Разговор между тем становился оживленнее. Молодая дама, казалось, умоляла офицера не требовать от нее большего. Но Квазимодо только мог увидеть с мольбой сжатые руки, улыбки, смешанные со слезами, поднятые к небу глаза девушки и страстный взгляд капитана, устремленный на нее.

По счастью – так как девушка сопротивлялась все слабее, – дверь балкона внезапно открылась, явилась пожилая дама; красавица казалась сконфуженной, офицер – рассерженным, и все трое ушли в комнаты.

Через несколько минут лошадь зафыркала у подъезда, и блестящий офицер, завернутый в плащ, проехал мимо Квазимодо.

Звонарь дал ему доехать до угла, затем побежал за ним с быстротой обезьяны и закричал:

– Эй! Капитан!

Капитан остановился.

– Что тебе надо, бродяга? – спросил он, заметив в темноте странную фигуру, прихрамывая, бежавшую к нему.

Квазимодо, добежав, смело схватил лошадь за узду и сказал:

– Следуйте за мной, капитан, с вами желают поговорить.

– Черт побери, – проворчал Феб, – я где-то видел эту зловещую птицу. Эй, ты, отпусти повод моей лошади.

– Капитан, – ответил глухой, – вы не спрашиваете, кто желает видеть вас?

– Я говорю: отпусти мою лошадь, – с нетерпением сказал Феб. – Чего ты повис на ней? За виселицу ее принимаешь, что ли?

Квазимодо, не оставляя повода, старался загородить ему дорогу. Не понимая, чем объяснить упорство капитана, он поспешно сказал:

– Пойдемте, капитан, вас ждет женщина. Женщина, которая вас любит, – с усилием добавил он.

– Дурак, – сказал капитан, – точно я должен идти к каждой женщине, которая меня любит или уверяет в этом. Может быть, она на тебя похожа, филин? Скажи ей, что я женюсь и чтоб она убиралась к черту!

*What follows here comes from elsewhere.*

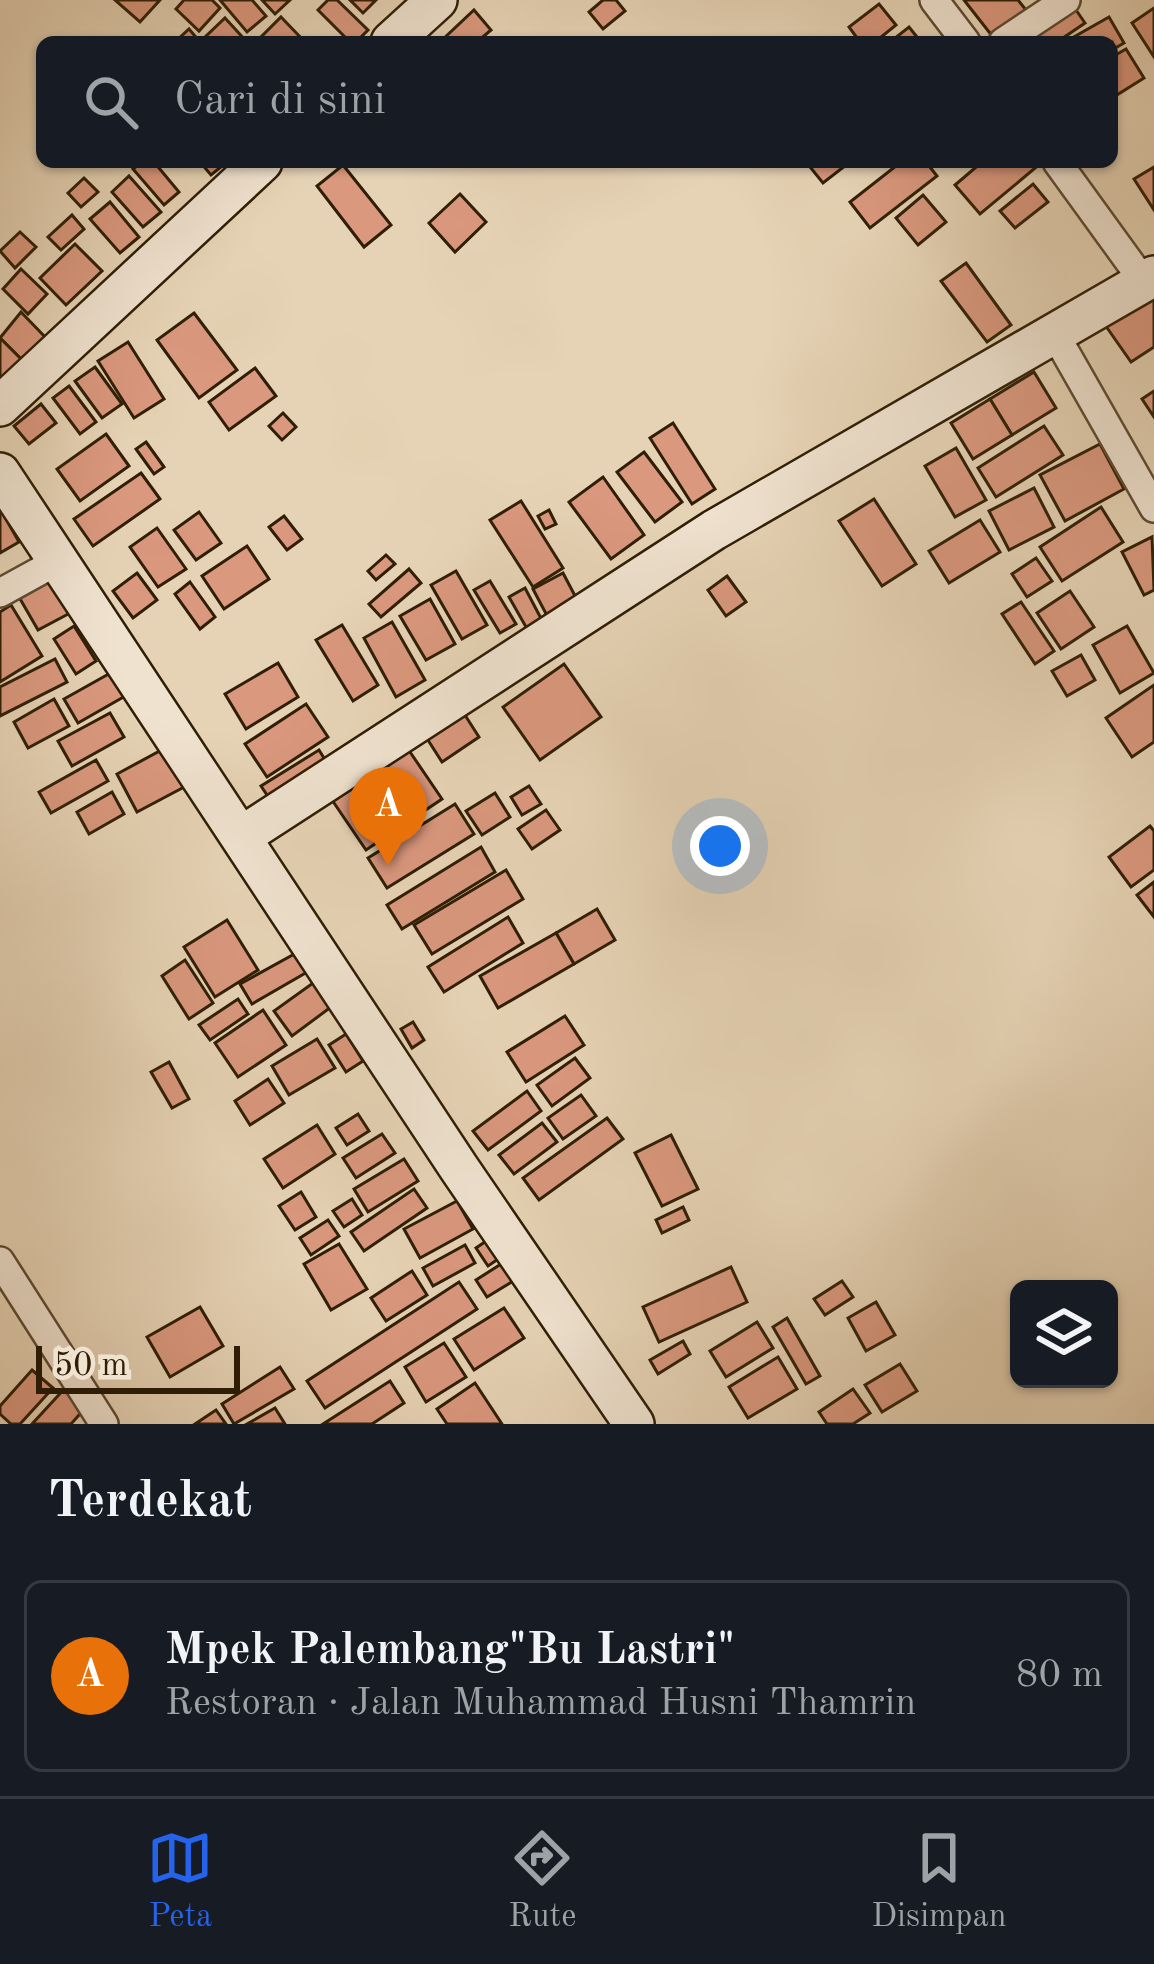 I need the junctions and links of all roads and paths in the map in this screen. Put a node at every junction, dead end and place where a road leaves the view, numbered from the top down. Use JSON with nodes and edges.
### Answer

– Послушайте, господин! – воскликнул Квазимодо, думая одним словом сломать его нерешительность. – Пойдемте, это цыганка, которую вы знаете!

Это слово действительно произвело впечатление на Феба, но не то, которого ожидал глухой. Читатель помнит, что наш блестящий офицер ушел с балкона вместе с Флер де Лис прежде, чем Квазимодо спас осужденную из рук Шармолю. С тех пор во время своих визитов в дом Гондлорье он не говорил о женщине, воспоминание о которой было ему тяжело, да и Флер де Лис не нашла нужным сообщить ему, что цыганка жива. Феб думал, что бедная «Симиляр» умерла месяца два тому назад. Прибавим, что ночь была темная, что вид у посланника был страшный, голос замогильный, что была полночь, что улица была так же безлюдна, как тогда, когда мрачный монах напал на него, и лошадь его захрапела, косясь на Квазимодо.

– Цыганка! – воскликнул он в испуге. – Что же ты – пришелец с того света? – Он положил руку на эфес шпаги.

– Скорей, скорей, – говорил глухой, стараясь повести лошадь за собой, – вот сюда!

Феб изо всех сил ударил его ногой в грудь.

Глаз Квазимодо засверкал. Он сделал движение, чтобы броситься на капитана, но удержался и сказал:

– Как вы счастливы, что кто-то вас так любит!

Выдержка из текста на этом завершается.